Everybody knows the clicking sound we use with horses and the "sucky! Sucky!" call that brings calves up to their feeding buckets, and the "chucky!" call that brings the hungry hens running.
But, I asked, how do you summons a pig to your presence?  And what is the correct sound to communicate with a goat? 

I got many emails telling  me that "hurrish! Hurrush!" will attract any pig within range, but dammit, nobody was able to help with the call for a goat until I met a man at the neighbors’ night.  He informed me that "bon! Bon! Bon!" will do the job splendidly! 

Many of you living in urban settings will be unlikely to need such information today, but file it away anyway for your next Irish trip. It could come in useful!

And speaking of Irish trips reminds me of the furor which has developed on our Irish Central site over the mild complaints which a decent young visitor to Ireland -- Simon? -- made following his recent trip. He listed 10 irritants which he encountered during his stay and seemed to draw the wrath of hundreds down upon his head for so doing.

Everybody seemed not to have read his statement that overall he enjoyed himself here and, critically, would be returning to Ireland when he gets the chance.  That was the clincher surely.

And dammit if a visitor wishes to list a few irritants attached to his visit, well, he is entitled to do so.  Furthermore, Simon was listing some useful tips on his list, and his comment about nighttime flights landing you jet-lagged at dawn into a world where you could not get into your hotel room before noon was certainly justified. 

I salute the man and will be delighted to meet him and buy him a pint when he returns. What he said was largely constructive criticism.

I do disagree, though, with his view that non-Irish service staff like barmen and waiters dilutes the power of the traditional Cead Mile Failte.  In my experience an eternally smiling and happy Filipino front-of-house person greatly enhances the warmth of our welcome.  And you get your food and drink faster too.
I live happily here the year around and, dammit again, I have a list of irritants about my own place which is three times longer and much harsher than Simon's. 

I don't write about them half often enough, but they are there.  Realities such as poor road signage and gross overcharging across many service areas deserve to be highlighted.

I recall the amazement of an English friend who was driving from Limerick to Dublin for the first time along the Naas carriageway and phoned me back to say he had seen a large sign bearing just the word "KILL" on his journey.  I had to tell him it was the name of a local village!

It is a reality that farmers with trailers attached to their tractors, especially in the upcoming silage season, are more lethal than two truckloads of Libyan rebels. It is another reality that thieves lurk around scenic and tourism areas where cars park in numbers and would steal the eye out of your head.  They are now even stealing huge metal sculptures from the side of the road.

And you can be unlucky enough, in one of our small and fabled country pubs, to be presented with a pint of stout that will put you in a bed very close to a bathroom for the rest of your holiday.

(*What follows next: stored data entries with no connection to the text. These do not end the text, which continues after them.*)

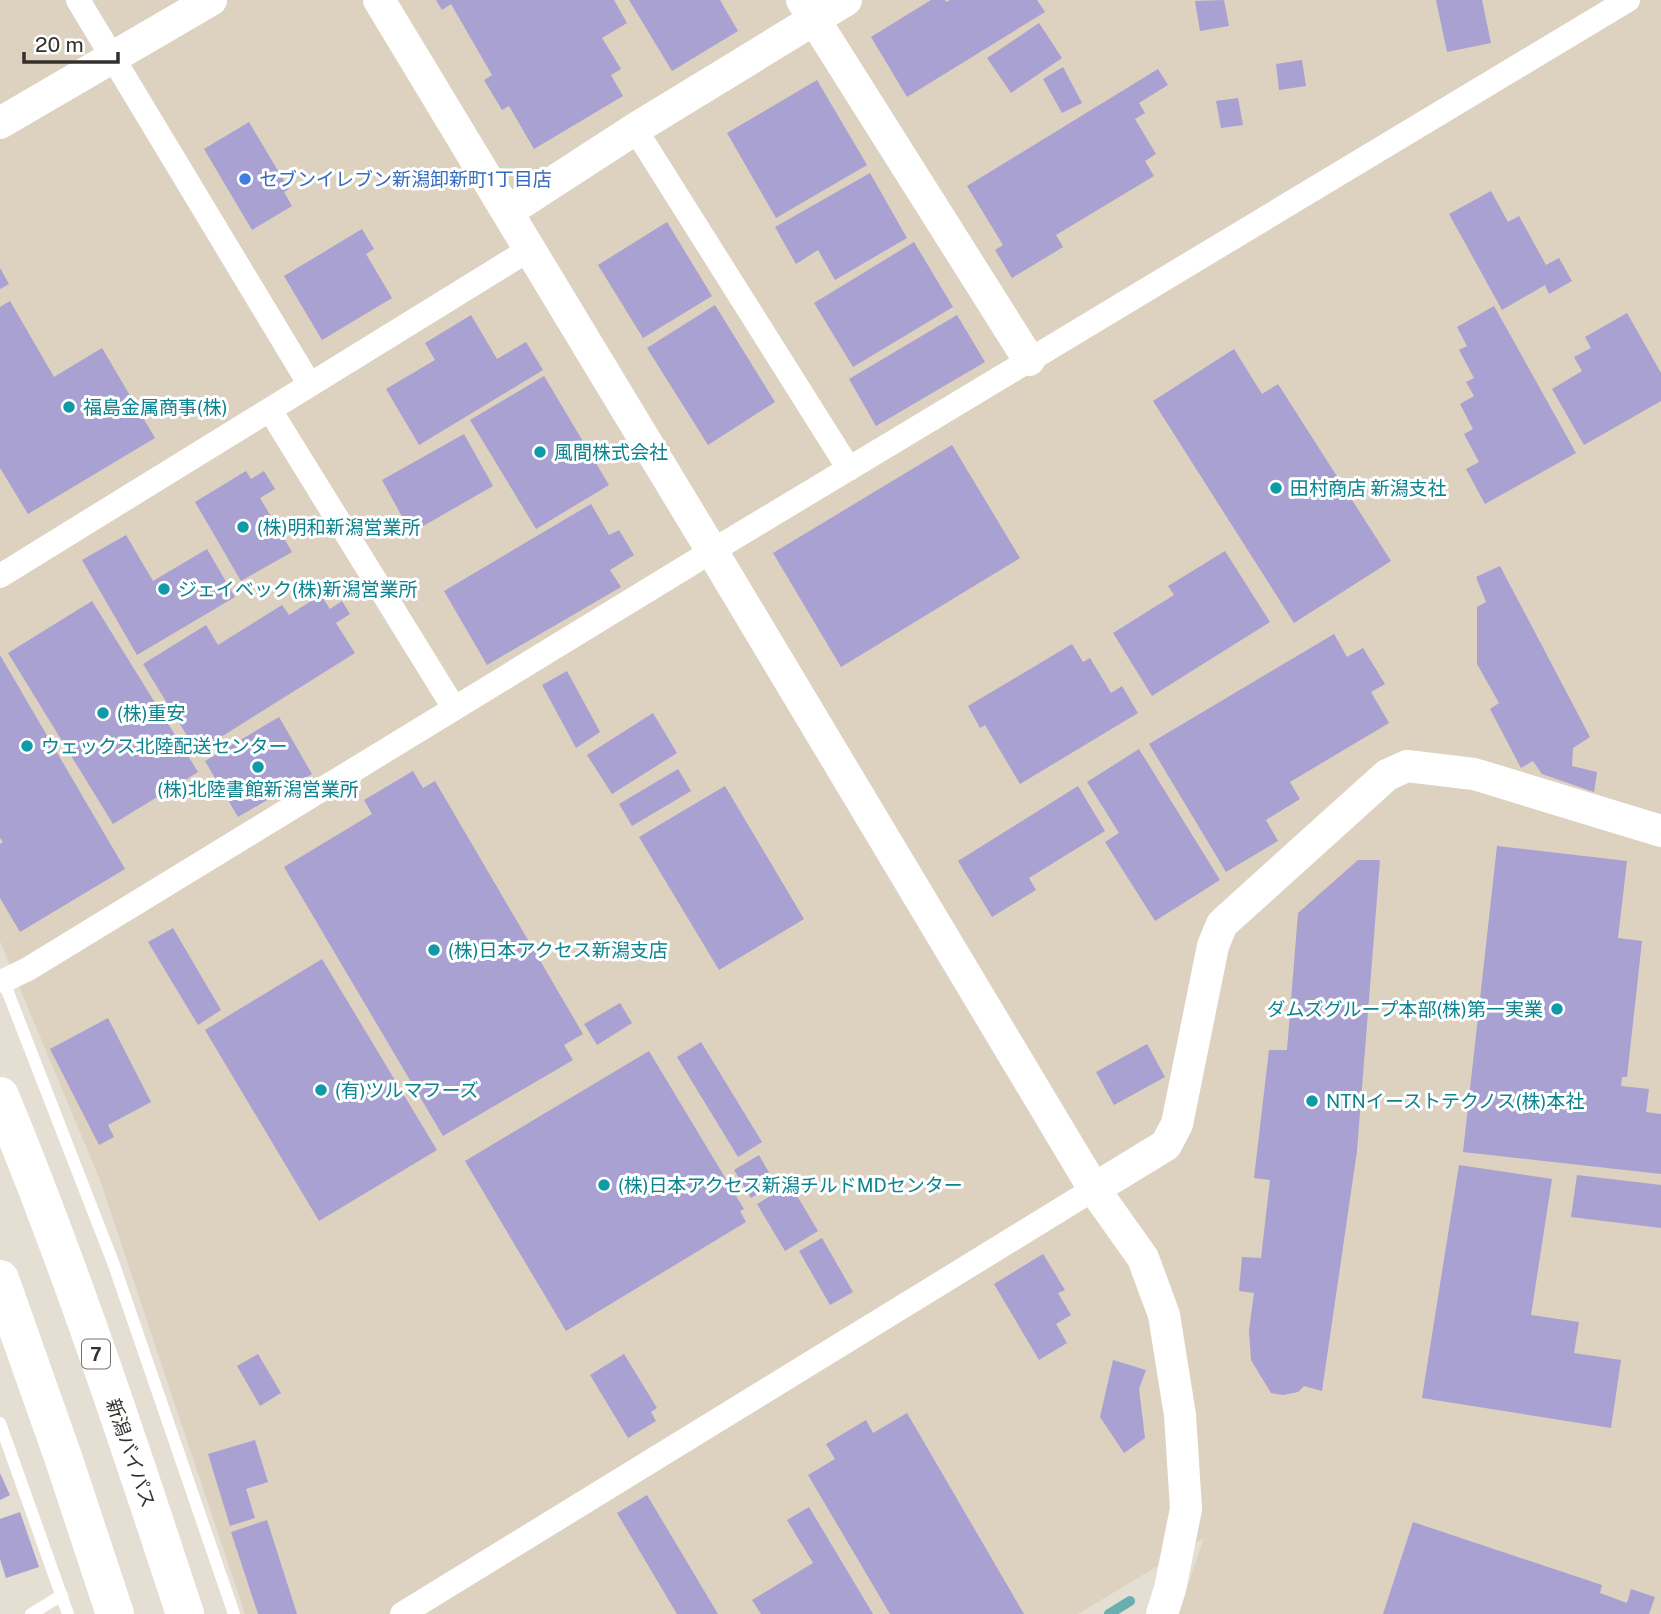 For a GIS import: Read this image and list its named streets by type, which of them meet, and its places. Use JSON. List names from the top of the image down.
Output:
{
  "streets": {
    "highway": ["7", "新潟バイパス"]
  },
  "places": [
    "セブンイレブン新潟卸新町1丁目店",
    "福島金属商事(株)",
    "風間株式会社",
    "田村商店 新潟支社",
    "(株)明和新潟営業所",
    "ジェイベック(株)新潟営業所",
    "(株)重安",
    "ウェックス北陸配送センター",
    "(株)北陸書館新潟営業所",
    "(株)日本アクセス新潟支店",
    "ダムズグループ本部(株)第一実業",
    "(有)ツルマフーズ",
    "NTNイーストテクノス(株)本社",
    "(株)日本アクセス新潟チルドMDセンター"
  ],
  "scale_bar": "20 m"
} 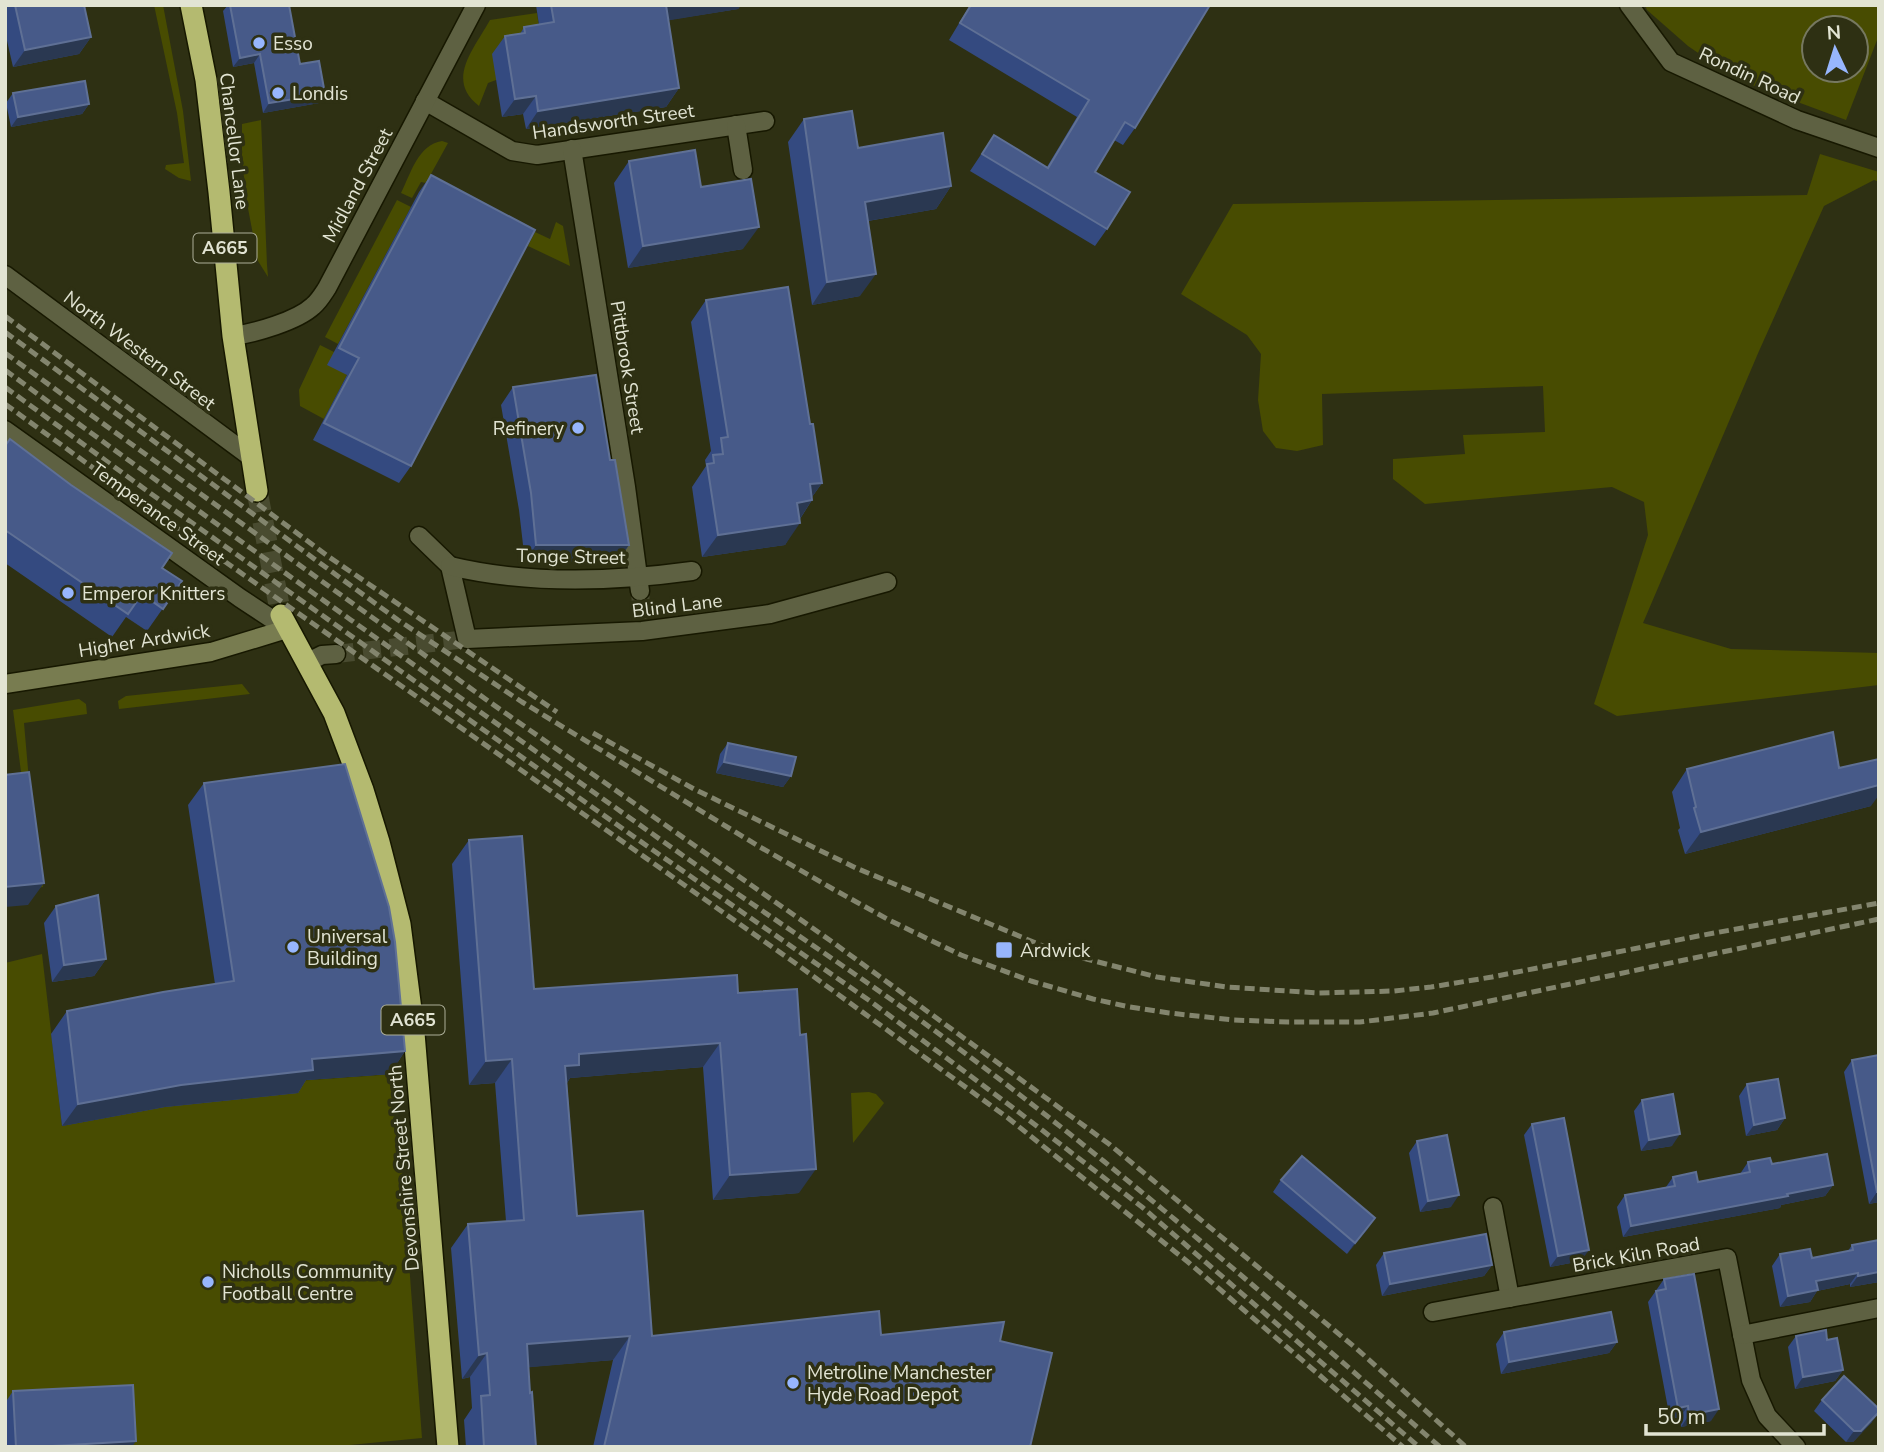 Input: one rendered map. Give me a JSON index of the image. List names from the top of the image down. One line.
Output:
{"streets":{"highway":["Chancellor Lane","A665","Devonshire Street North"],"street":["Rondin Road","Handsworth Street","Midland Street","North Western Street","Pittbrook Street","Temperance Street","Tonge Street","Blind Lane","Higher Ardwick","Brick Kiln Road"]},"crossings":[["Handsworth Street","Midland Street"],["Handsworth Street","Pittbrook Street"],["Chancellor Lane","Midland Street"],["Chancellor Lane","North Western Street"],["Pittbrook Street","Tonge Street"],["Temperance Street","Higher Ardwick"],["Temperance Street","Devonshire Street North"],["Tonge Street","Blind Lane"],["Higher Ardwick","Devonshire Street North"]],"places":{"other":["Esso","Londis","Refinery","Emperor Knitters","Universal Building","Nicholls Community Football Centre","Metroline Manchester Hyde Road Depot"],"transit":["Ardwick"]},"scale_bar":"50 m","north":"top"} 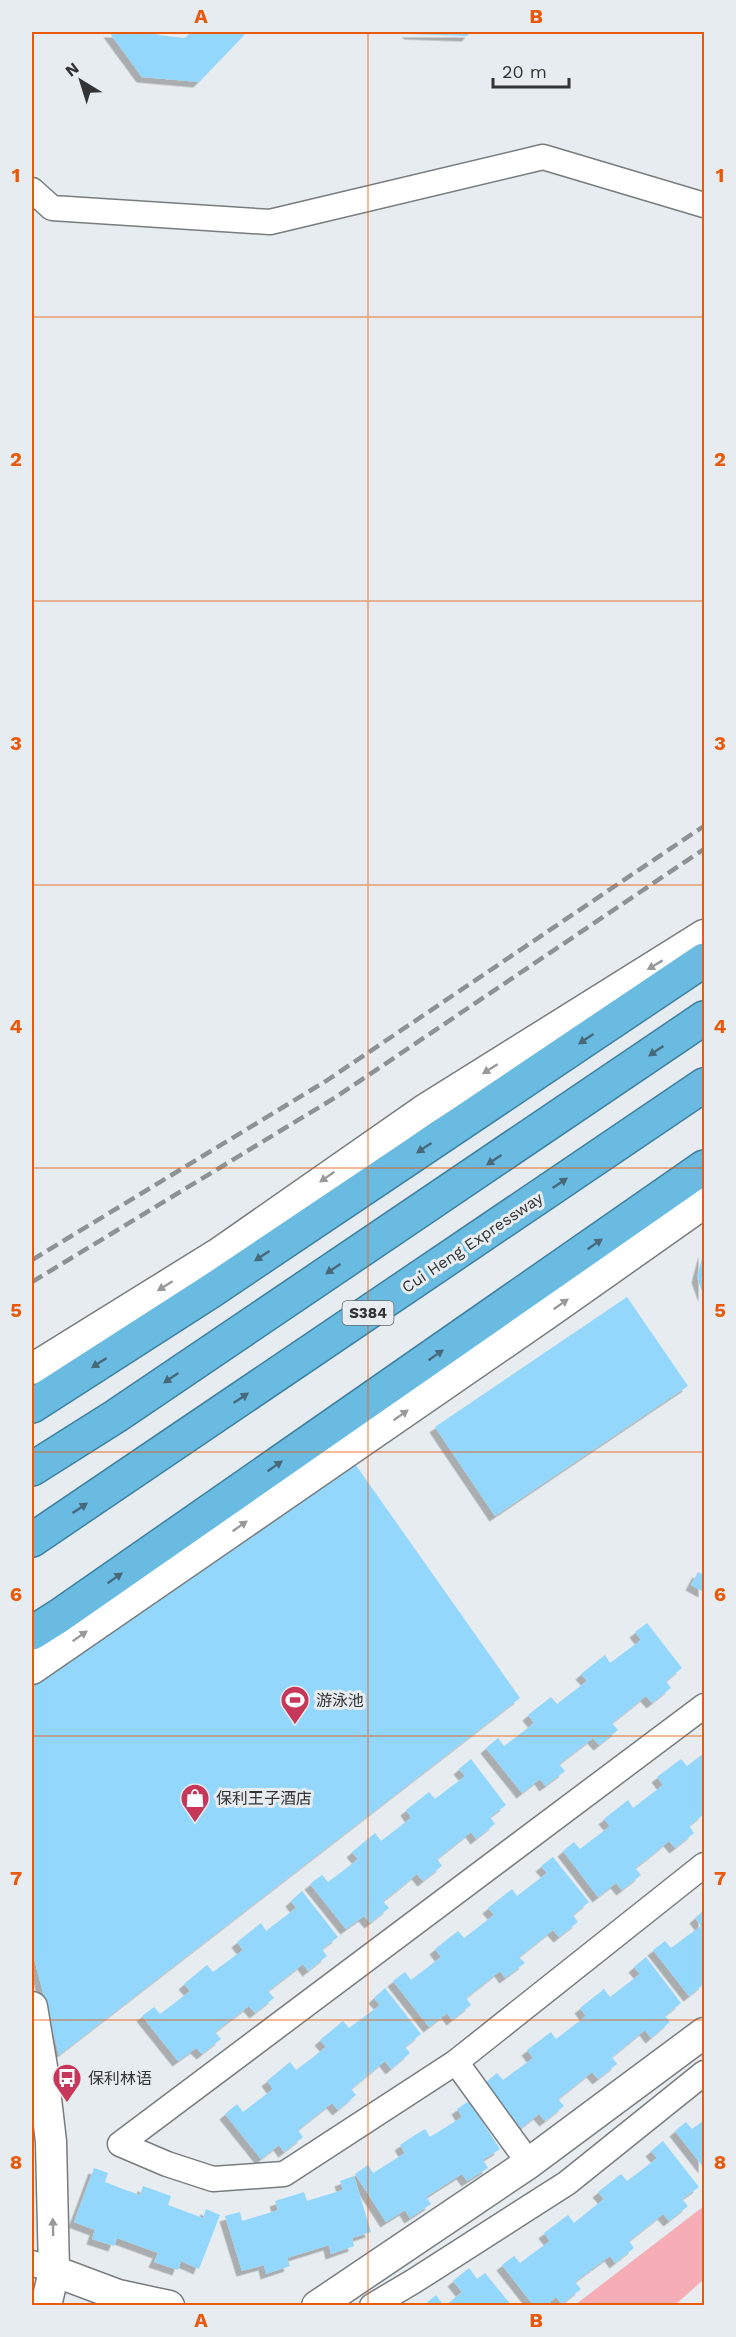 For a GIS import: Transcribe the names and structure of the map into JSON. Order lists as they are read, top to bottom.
{
  "streets": {
    "highway": ["Cui Heng Expressway", "S384"]
  },
  "places": {
    "sports": ["游泳池"],
    "shop": ["保利王子酒店"],
    "bus stop": ["保利林语"]
  },
  "scale_bar": "20 m",
  "north": "top left",
  "grid": {
    "columns": ["A", "B"],
    "rows": [
      "1",
      "2",
      "3",
      "4",
      "5",
      "6",
      "7",
      "8"
    ]
  }
} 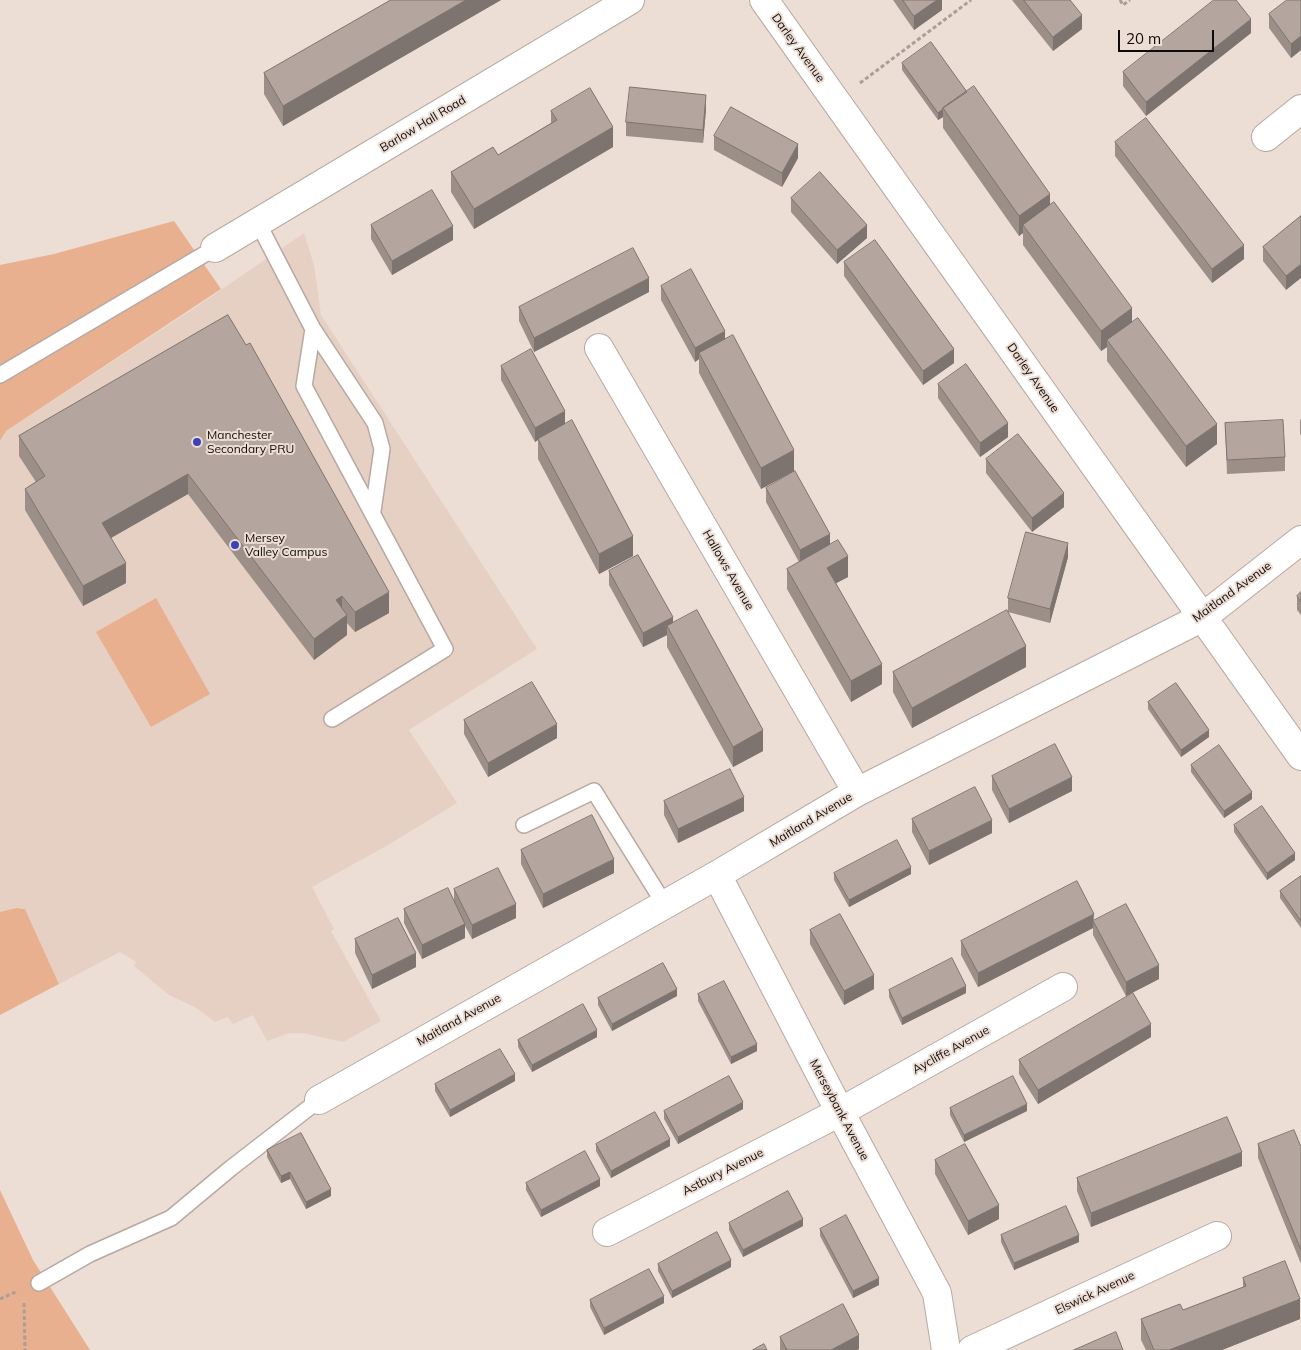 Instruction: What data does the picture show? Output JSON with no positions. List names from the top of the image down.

But I suppose that is life as she is lived here and everywhere else. And no man who visits a strange land should be criticized as much as Simon has been for mildly listing a few things about Ireland which he did not like. Fair play to the man.

It is the early afternoon now. This piece represents the only work I have to do until dusk. The sun is shining and I am now finished with it.

I am going to walk down to the Honk in a few minutes and have a pint of beer. It will be crisp and cool and pleasant.

There will be a  few early regulars there if I am lucky and, at the earliest possible moment, I will amaze them with the information that the proper way to summons a goat is "Bon! Bon!"